What is needed is an exact transcription of every entry below.
[[ DATASET RECORDS, beginning ]]
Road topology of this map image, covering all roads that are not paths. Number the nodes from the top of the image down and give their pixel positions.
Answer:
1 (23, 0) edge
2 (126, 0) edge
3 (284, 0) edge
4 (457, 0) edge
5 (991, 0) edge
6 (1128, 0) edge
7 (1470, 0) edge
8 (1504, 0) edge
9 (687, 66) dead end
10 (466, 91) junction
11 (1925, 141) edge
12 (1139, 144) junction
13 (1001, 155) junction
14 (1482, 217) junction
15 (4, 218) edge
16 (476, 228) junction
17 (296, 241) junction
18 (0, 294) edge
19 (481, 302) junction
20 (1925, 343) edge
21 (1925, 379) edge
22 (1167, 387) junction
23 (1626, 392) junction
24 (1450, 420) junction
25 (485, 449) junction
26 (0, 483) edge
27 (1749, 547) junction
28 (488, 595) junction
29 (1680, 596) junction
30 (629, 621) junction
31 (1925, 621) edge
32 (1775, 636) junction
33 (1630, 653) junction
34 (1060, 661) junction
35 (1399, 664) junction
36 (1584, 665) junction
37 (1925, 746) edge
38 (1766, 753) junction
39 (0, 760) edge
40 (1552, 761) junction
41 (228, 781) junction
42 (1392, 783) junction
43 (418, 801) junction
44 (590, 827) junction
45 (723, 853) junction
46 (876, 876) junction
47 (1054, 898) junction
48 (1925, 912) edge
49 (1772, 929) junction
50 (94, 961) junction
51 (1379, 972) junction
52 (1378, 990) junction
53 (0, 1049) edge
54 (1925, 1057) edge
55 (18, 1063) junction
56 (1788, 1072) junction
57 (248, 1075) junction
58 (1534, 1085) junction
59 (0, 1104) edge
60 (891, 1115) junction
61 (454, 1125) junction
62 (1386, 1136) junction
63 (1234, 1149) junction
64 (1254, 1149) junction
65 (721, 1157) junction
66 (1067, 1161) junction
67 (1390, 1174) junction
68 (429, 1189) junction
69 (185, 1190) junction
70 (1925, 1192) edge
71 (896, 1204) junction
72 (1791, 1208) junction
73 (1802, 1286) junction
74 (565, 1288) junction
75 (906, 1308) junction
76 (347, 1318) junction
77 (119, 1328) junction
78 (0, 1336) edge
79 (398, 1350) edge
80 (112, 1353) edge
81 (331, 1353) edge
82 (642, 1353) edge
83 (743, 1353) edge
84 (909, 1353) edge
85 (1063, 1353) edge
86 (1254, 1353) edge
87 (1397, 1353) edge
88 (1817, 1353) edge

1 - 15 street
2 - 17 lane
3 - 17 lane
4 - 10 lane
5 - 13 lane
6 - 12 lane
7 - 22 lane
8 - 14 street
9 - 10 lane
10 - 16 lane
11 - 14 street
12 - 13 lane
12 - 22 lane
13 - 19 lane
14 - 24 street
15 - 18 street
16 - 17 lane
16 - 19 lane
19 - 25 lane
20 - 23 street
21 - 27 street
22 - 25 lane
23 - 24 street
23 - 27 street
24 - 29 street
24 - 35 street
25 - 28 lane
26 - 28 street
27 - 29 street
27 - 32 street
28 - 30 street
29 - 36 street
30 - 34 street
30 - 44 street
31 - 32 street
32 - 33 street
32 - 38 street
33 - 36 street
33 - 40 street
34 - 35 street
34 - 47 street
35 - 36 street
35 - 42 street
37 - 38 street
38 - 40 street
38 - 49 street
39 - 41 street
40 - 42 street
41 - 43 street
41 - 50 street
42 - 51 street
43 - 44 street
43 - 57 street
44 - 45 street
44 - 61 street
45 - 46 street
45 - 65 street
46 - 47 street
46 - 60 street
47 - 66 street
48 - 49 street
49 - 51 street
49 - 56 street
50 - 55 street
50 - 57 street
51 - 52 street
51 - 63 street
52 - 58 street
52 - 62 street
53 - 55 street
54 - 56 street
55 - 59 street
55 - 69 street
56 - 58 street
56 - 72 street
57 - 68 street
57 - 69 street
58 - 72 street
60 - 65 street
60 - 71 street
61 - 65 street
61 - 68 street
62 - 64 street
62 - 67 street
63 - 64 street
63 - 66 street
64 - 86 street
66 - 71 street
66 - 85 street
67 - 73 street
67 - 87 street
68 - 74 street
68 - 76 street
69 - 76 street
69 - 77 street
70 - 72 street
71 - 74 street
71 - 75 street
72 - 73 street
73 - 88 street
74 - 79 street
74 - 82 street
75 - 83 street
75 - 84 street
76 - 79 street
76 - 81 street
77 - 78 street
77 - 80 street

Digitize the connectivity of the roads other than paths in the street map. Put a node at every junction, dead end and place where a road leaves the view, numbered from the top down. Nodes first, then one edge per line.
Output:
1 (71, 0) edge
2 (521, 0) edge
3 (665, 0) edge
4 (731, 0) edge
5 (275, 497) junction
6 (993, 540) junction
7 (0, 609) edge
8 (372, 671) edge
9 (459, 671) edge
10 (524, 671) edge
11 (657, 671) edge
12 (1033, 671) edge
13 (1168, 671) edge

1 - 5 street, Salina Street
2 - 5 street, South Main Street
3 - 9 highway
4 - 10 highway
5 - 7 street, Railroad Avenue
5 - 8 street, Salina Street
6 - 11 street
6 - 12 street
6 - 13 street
[[ DATASET RECORDS, end ]]
§ WRITTEN ANSWER:
Road topology of this map image, covering all roads that are not paths. Number the nodes from the top of the image down and give their pixel positions.
Answer:
1 (23, 0) edge
2 (126, 0) edge
3 (284, 0) edge
4 (457, 0) edge
5 (991, 0) edge
6 (1128, 0) edge
7 (1470, 0) edge
8 (1504, 0) edge
9 (687, 66) dead end
10 (466, 91) junction
11 (1925, 141) edge
12 (1139, 144) junction
13 (1001, 155) junction
14 (1482, 217) junction
15 (4, 218) edge
16 (476, 228) junction
17 (296, 241) junction
18 (0, 294) edge
19 (481, 302) junction
20 (1925, 343) edge
21 (1925, 379) edge
22 (1167, 387) junction
23 (1626, 392) junction
24 (1450, 420) junction
25 (485, 449) junction
26 (0, 483) edge
27 (1749, 547) junction
28 (488, 595) junction
29 (1680, 596) junction
30 (629, 621) junction
31 (1925, 621) edge
32 (1775, 636) junction
33 (1630, 653) junction
34 (1060, 661) junction
35 (1399, 664) junction
36 (1584, 665) junction
37 (1925, 746) edge
38 (1766, 753) junction
39 (0, 760) edge
40 (1552, 761) junction
41 (228, 781) junction
42 (1392, 783) junction
43 (418, 801) junction
44 (590, 827) junction
45 (723, 853) junction
46 (876, 876) junction
47 (1054, 898) junction
48 (1925, 912) edge
49 (1772, 929) junction
50 (94, 961) junction
51 (1379, 972) junction
52 (1378, 990) junction
53 (0, 1049) edge
54 (1925, 1057) edge
55 (18, 1063) junction
56 (1788, 1072) junction
57 (248, 1075) junction
58 (1534, 1085) junction
59 (0, 1104) edge
60 (891, 1115) junction
61 (454, 1125) junction
62 (1386, 1136) junction
63 (1234, 1149) junction
64 (1254, 1149) junction
65 (721, 1157) junction
66 (1067, 1161) junction
67 (1390, 1174) junction
68 (429, 1189) junction
69 (185, 1190) junction
70 (1925, 1192) edge
71 (896, 1204) junction
72 (1791, 1208) junction
73 (1802, 1286) junction
74 (565, 1288) junction
75 (906, 1308) junction
76 (347, 1318) junction
77 (119, 1328) junction
78 (0, 1336) edge
79 (398, 1350) edge
80 (112, 1353) edge
81 (331, 1353) edge
82 (642, 1353) edge
83 (743, 1353) edge
84 (909, 1353) edge
85 (1063, 1353) edge
86 (1254, 1353) edge
87 (1397, 1353) edge
88 (1817, 1353) edge

1 - 15 street
2 - 17 lane
3 - 17 lane
4 - 10 lane
5 - 13 lane
6 - 12 lane
7 - 22 lane
8 - 14 street
9 - 10 lane
10 - 16 lane
11 - 14 street
12 - 13 lane
12 - 22 lane
13 - 19 lane
14 - 24 street
15 - 18 street
16 - 17 lane
16 - 19 lane
19 - 25 lane
20 - 23 street
21 - 27 street
22 - 25 lane
23 - 24 street
23 - 27 street
24 - 29 street
24 - 35 street
25 - 28 lane
26 - 28 street
27 - 29 street
27 - 32 street
28 - 30 street
29 - 36 street
30 - 34 street
30 - 44 street
31 - 32 street
32 - 33 street
32 - 38 street
33 - 36 street
33 - 40 street
34 - 35 street
34 - 47 street
35 - 36 street
35 - 42 street
37 - 38 street
38 - 40 street
38 - 49 street
39 - 41 street
40 - 42 street
41 - 43 street
41 - 50 street
42 - 51 street
43 - 44 street
43 - 57 street
44 - 45 street
44 - 61 street
45 - 46 street
45 - 65 street
46 - 47 street
46 - 60 street
47 - 66 street
48 - 49 street
49 - 51 street
49 - 56 street
50 - 55 street
50 - 57 street
51 - 52 street
51 - 63 street
52 - 58 street
52 - 62 street
53 - 55 street
54 - 56 street
55 - 59 street
55 - 69 street
56 - 58 street
56 - 72 street
57 - 68 street
57 - 69 street
58 - 72 street
60 - 65 street
60 - 71 street
61 - 65 street
61 - 68 street
62 - 64 street
62 - 67 street
63 - 64 street
63 - 66 street
64 - 86 street
66 - 71 street
66 - 85 street
67 - 73 street
67 - 87 street
68 - 74 street
68 - 76 street
69 - 76 street
69 - 77 street
70 - 72 street
71 - 74 street
71 - 75 street
72 - 73 street
73 - 88 street
74 - 79 street
74 - 82 street
75 - 83 street
75 - 84 street
76 - 79 street
76 - 81 street
77 - 78 street
77 - 80 street

Digitize the connectivity of the roads other than paths in the street map. Put a node at every junction, dead end and place where a road leaves the view, numbered from the top down. Nodes first, then one edge per line.
Output:
1 (71, 0) edge
2 (521, 0) edge
3 (665, 0) edge
4 (731, 0) edge
5 (275, 497) junction
6 (993, 540) junction
7 (0, 609) edge
8 (372, 671) edge
9 (459, 671) edge
10 (524, 671) edge
11 (657, 671) edge
12 (1033, 671) edge
13 (1168, 671) edge

1 - 5 street, Salina Street
2 - 5 street, South Main Street
3 - 9 highway
4 - 10 highway
5 - 7 street, Railroad Avenue
5 - 8 street, Salina Street
6 - 11 street
6 - 12 street
6 - 13 street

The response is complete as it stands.